> What to do
Read through the data, and wherever a line holds the word "Flags", write that line out.

Collected data

============

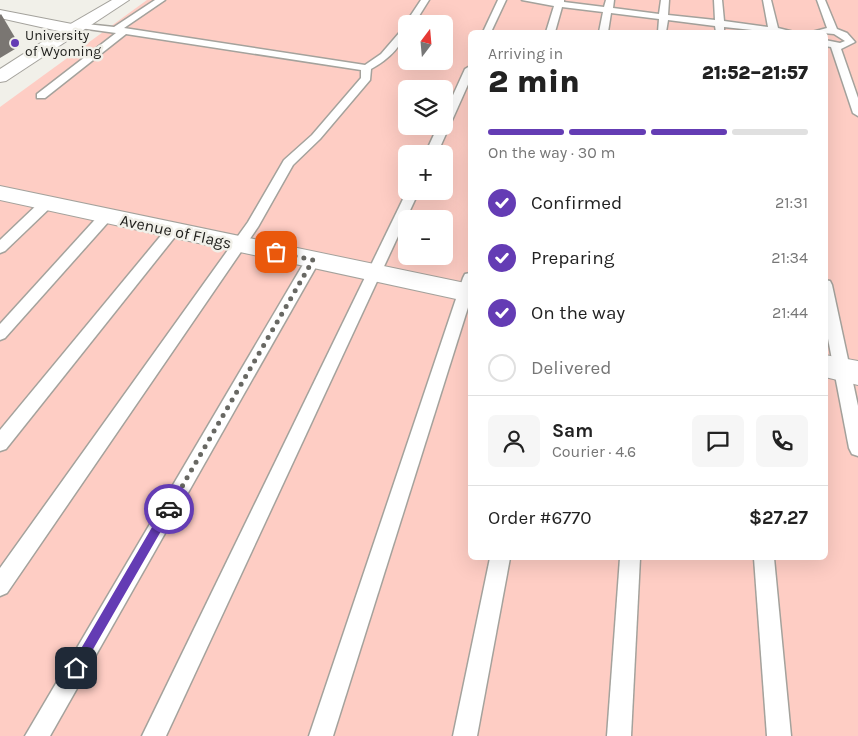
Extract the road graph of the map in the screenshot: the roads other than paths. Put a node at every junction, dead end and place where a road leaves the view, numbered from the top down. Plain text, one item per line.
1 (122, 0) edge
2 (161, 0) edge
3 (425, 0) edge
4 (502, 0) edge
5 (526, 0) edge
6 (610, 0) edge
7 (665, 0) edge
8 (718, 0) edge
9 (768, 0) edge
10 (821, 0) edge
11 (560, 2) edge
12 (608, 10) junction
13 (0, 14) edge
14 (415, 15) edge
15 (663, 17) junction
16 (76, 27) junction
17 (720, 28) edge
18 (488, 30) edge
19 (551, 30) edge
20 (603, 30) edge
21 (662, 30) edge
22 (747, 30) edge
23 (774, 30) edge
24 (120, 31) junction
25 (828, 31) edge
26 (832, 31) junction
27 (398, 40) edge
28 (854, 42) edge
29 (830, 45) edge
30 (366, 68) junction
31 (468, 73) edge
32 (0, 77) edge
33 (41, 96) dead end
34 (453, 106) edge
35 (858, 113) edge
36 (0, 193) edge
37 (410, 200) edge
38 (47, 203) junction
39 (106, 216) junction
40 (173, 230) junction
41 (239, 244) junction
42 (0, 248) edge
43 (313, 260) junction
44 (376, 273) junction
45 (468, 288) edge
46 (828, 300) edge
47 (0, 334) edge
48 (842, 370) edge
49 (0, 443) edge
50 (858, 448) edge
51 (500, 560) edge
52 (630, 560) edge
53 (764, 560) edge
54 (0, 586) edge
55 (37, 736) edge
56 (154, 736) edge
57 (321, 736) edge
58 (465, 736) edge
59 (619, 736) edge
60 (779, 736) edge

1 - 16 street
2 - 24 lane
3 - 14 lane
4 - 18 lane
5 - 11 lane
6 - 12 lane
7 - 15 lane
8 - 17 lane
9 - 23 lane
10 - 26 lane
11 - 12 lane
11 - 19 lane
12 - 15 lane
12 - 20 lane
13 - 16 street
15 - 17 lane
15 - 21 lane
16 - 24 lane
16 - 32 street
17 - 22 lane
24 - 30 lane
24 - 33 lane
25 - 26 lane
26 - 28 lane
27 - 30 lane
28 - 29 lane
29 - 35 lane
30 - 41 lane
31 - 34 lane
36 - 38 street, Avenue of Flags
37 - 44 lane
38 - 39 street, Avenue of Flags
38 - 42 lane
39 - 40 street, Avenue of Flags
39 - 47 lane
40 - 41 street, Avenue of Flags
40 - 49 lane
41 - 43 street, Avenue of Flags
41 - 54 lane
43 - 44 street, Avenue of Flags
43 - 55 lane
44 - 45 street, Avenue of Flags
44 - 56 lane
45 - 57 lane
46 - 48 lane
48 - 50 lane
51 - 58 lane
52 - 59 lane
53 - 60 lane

============

> Output of the task
36 - 38 street, Avenue of Flags
38 - 39 street, Avenue of Flags
39 - 40 street, Avenue of Flags
40 - 41 street, Avenue of Flags
41 - 43 street, Avenue of Flags
43 - 44 street, Avenue of Flags
44 - 45 street, Avenue of Flags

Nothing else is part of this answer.